Summary
A Virtuous Business Episode 4 feels like a turning point in Jeong-sook’s personal arc, and teases out some wider mysteries for future instalments to address.
A Virtuous Business is what’s known as a low-stakes drama, but I’ve never quite liked that term. Stakes are relative, and there doesn’t need to be a world-saving plot, a global pandemic, or a rampaging serial killer for things to seem important on an individual level. And while Episode 4 is just as much an ensemble piece as the previous three, it’s clear that Jeong-sook’s arc as a catalyst for more wide-ranging change is the show’s primary focus.
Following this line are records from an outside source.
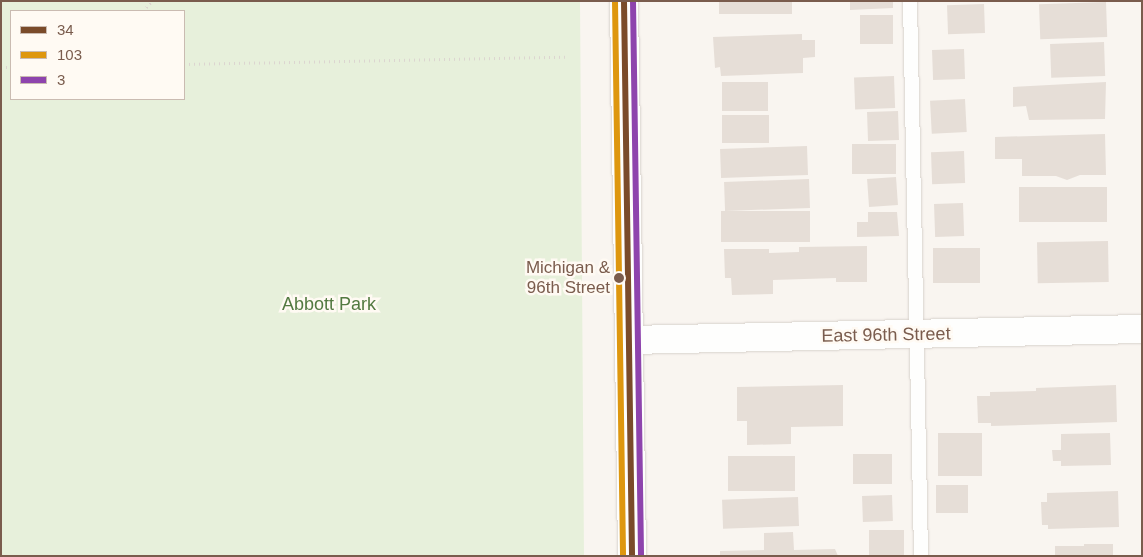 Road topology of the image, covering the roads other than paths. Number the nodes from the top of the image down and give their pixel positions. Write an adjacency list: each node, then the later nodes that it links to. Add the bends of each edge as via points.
1 (624, 1): 5 (main road)
2 (910, 1): 4 (lane)
3 (1142, 329): 4 (main road, East 96th Street)
4 (916, 334): 5 (main road, East 96th Street); 7 (lane)
5 (629, 340): 6 (main road)
6 (632, 556)
7 (921, 556)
Of course, Da-hyun remains her staunchest ally, since you can’t have a K-Drama without a romantic lead pairing. But on a more macro level, it’s about everyone else waking up to the ideas that Jeong-sook is embodying. But that’s a whole process. As I said in my recap of Episode 3, you can’t have empowerment without first understanding why empowerment is necessary.
Hence, the graffiti subplot, which has been ongoing since the end of Episode 2. Through forensic evidence, Da-hyun is able to track down the culprit – a husband who thought that Jeong-sook was a bad influence on his wife. And what’s more, is that Jeong-sook previously had a good relationship with the couple. How things change!
It’s important to understand the pushback against Jeong-sook’s new side hustle since it’s equally important to understand why it’s compelling. Yes, it’s potentially lucrative, which is why it’s attractive to Ju-ri when her rent is increased. But it’s also liberating. Simply selling lingerie can cause otherwise decent people to act like maniacs. There’s a power in that.
The theme crystallizes, in a way, when the women decide to conduct a customer survey to outline their sales strategy, and most people don’t want to give them the time of day. Is it genuine reluctance, or that socially inherited kind? Are people that afraid of buying and selling lingerie, or talking about their sex lives, or are they afraid of what people will think about them if they do? I think we already know the answer to these questions.
Enter Da-hyun again. Even in the midst of investigating… whatever it is he’s investigating – something about a fire three decades prior – he takes time out to do the survey for Jeong-sook. It’s cute and awkward as such things tend to be, but the gesture means more than his answers.
With the rest of town whisperingly discussing ways to close down the business and sticking their nose into Jeong-sook’s breakup with Seong-su, Jeong-sook is more determined than ever to make the business a success – out of spite more than anything else. The women set up outside the salon and make a big deal of it. Jeong-sook’s refusal to back down, and willingness to confront those who criticize her, starts to do the seemingly impossible – change people’s minds.
Not that everyone is on board, obviously, but it’s a good start either way. A Virtuous Business Episode 4 isn’t the start of the series, obviously, but it has that ring of meaningful change to it, that feeling of this being a major turning point for the characters.
We leave things with even more romantic implications between Jeong-sook and Da-hyun and an epilogue that raises a few more questions about that fire the latter is investigating, with a baby being plucked in the nick of time from a raging inferno. What’s all that about? More to come in subsequent episodes.